[Collected data entries]
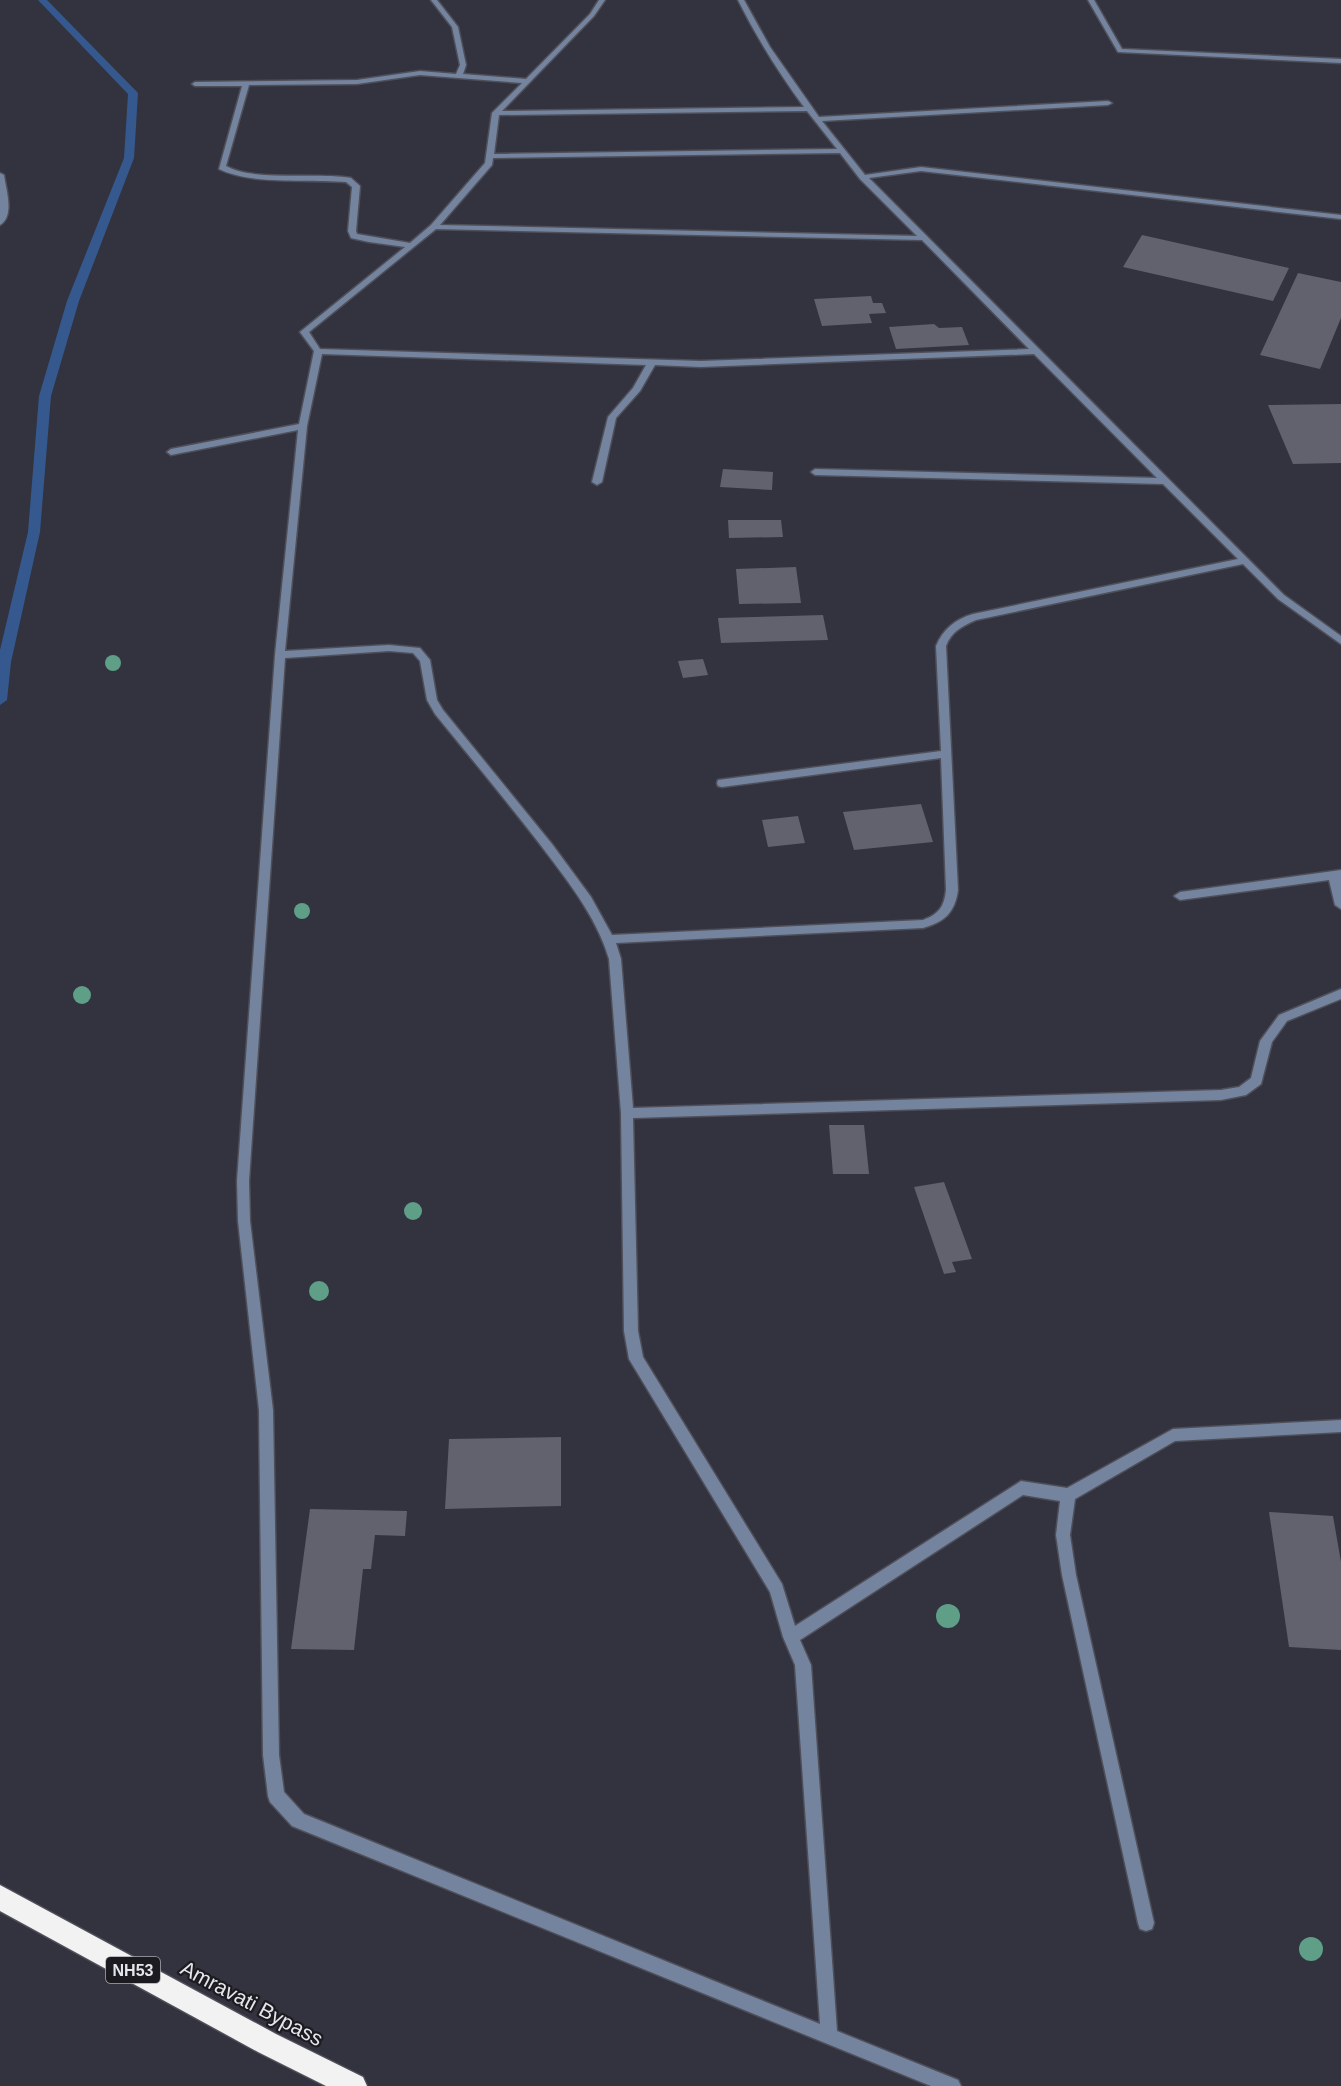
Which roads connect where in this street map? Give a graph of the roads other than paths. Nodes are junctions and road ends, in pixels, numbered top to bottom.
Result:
1 (434, 0) edge
2 (602, 0) edge
3 (741, 0) edge
4 (1091, 0) edge
5 (1341, 61) edge
6 (459, 76) junction
7 (527, 81) junction
8 (246, 83) junction
9 (195, 84) dead end
10 (1108, 103) dead end
11 (809, 109) junction
12 (496, 113) junction
13 (818, 119) junction
14 (843, 151) junction
15 (491, 156) junction
16 (0, 175) edge
17 (863, 177) junction
18 (1341, 217) edge
19 (0, 223) edge
20 (434, 227) junction
21 (924, 238) junction
22 (411, 245) junction
23 (318, 351) junction
24 (1036, 351) junction
25 (652, 362) junction
26 (303, 426) junction
27 (171, 452) dead end
28 (815, 472) dead end
29 (1165, 481) junction
30 (597, 482) dead end
31 (1245, 561) junction
32 (1341, 641) edge
33 (280, 655) junction
34 (945, 753) junction
35 (722, 783) dead end
36 (1337, 875) edge
37 (1180, 896) dead end
38 (1341, 905) edge
39 (610, 939) junction
40 (1341, 994) edge
41 (627, 1113) junction
42 (1341, 1426) edge
43 (1068, 1495) junction
44 (791, 1637) junction
45 (0, 1897) edge
46 (1146, 1923) dead end
47 (829, 2036) junction
48 (354, 2086) edge
49 (952, 2086) edge

1 - 6 street
2 - 7 street
3 - 11 street
4 - 5 street
6 - 7 street
6 - 8 street
7 - 12 street
8 - 9 street
8 - 22 street
10 - 13 street
11 - 12 street
11 - 13 street
12 - 15 street
13 - 14 street
14 - 15 street
14 - 17 street
15 - 20 street
16 - 19 street
17 - 18 street
17 - 21 street
20 - 21 street
20 - 22 street
21 - 24 street
22 - 23 street
23 - 25 street
23 - 26 street
24 - 25 street
24 - 29 street
25 - 30 street
26 - 27 street
26 - 33 street
28 - 29 street
29 - 31 street
31 - 32 street
31 - 34 street
33 - 39 street
33 - 47 street
34 - 35 street
34 - 39 street
36 - 37 street
36 - 38 street
39 - 41 street
40 - 41 street
41 - 44 street
42 - 43 street
43 - 44 street
43 - 46 street
44 - 47 street
45 - 48 highway, Amravati Bypass / NH53
47 - 49 street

## [TASK DETAILS]
Please return all lines above in which the string "dead" is found.

## [EXERCISE SOLUTION]
9 (195, 84) dead end
10 (1108, 103) dead end
27 (171, 452) dead end
28 (815, 472) dead end
30 (597, 482) dead end
35 (722, 783) dead end
37 (1180, 896) dead end
46 (1146, 1923) dead end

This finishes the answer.